Where did Market Fundamentalism come from? It was embraced by the right wing in the United States in the 1970's to help paper over divisions between its different constituencies. Market Fundamentalism appeals to large sections of the business community for reasons that are mostly cynical. While businesses lobby continually for different kinds of government assistance–contracts, subsidies, support in foreign markets, protection of their “property” rights, and so on-- they switch to Market Fundamentalism when they want to oppose taxes, regulations, and other government measures that constrain their behavior. Embracing Market Fundamentalism helps them get the benefits of government assistance without having to pay the costs.
At the same time, Market Fundamentalism is deeply appealing to social and religious conservatives. They are reassured by its moral absolutism and its deep hostility to government social programs. One of their Ten Commandments has become: “Thou shall not interfere with the market.” But in voting for politicians who embrace Market Fundamentalism, millions of lower income citizens end up strengthening the same corporations, such as prescription drug firms, that are squeezing them economically.

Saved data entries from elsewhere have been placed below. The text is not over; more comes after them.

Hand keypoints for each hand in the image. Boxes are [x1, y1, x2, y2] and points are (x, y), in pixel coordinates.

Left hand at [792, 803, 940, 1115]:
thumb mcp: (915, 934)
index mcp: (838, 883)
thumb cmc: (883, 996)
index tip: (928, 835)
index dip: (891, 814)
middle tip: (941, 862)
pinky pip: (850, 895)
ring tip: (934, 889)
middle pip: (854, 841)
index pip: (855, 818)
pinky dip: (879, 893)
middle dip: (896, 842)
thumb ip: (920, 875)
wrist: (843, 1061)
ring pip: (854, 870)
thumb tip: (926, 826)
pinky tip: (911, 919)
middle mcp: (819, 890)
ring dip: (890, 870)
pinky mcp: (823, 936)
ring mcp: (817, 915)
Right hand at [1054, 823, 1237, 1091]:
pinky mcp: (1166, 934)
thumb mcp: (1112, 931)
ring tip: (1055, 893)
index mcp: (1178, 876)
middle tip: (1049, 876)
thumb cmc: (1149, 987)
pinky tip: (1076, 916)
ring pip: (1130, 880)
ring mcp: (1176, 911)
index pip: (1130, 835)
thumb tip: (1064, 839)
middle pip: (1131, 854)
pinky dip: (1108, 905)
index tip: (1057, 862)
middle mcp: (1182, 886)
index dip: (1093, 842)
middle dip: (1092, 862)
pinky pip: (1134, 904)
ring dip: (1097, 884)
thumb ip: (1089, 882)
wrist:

While its political usefulness has been enormous, Market Fundamentalist policies are not particularly effective. However, the Market Fundamentalists have been quite brilliant in transforming the theory’s weakness into political strength. When critics challenge specific Market Fundamentalist proposals, they typically use three or four different arguments that do not add up to an alternative policy vision. Some will insist that the promised efficiency gains are illusory, some will argue that the new policy gets the incentives wrong, some will emphasize the unfair social consequences, and so on. Using these different arguments makes the opponents appear scattered and divided. Moreover, the opponents fail to respond to Market Fundamentalism as a moral argument. As a result, even when Market Fundamentalists lose the particular battle, they still end up winning the war. They are alone in advancing a positive policy vision, so Market Fundamentalism becomes further entrenched as the basic way in which public policy issues are framed.
Market Fundamentalism’s central flaw lies in its claim that encouraging acquisitiveness automatically produces good results. This claim conflicts with what actually happens in market situations and with the tenets of all of the world’s great religions that warn of the dangers to society and the individual soul that come from selfishness and materialism. Market Fundamentalism ultimately rests on a fairy tale in which each person’s pursuit of his or her self-interest automatically serves the common good.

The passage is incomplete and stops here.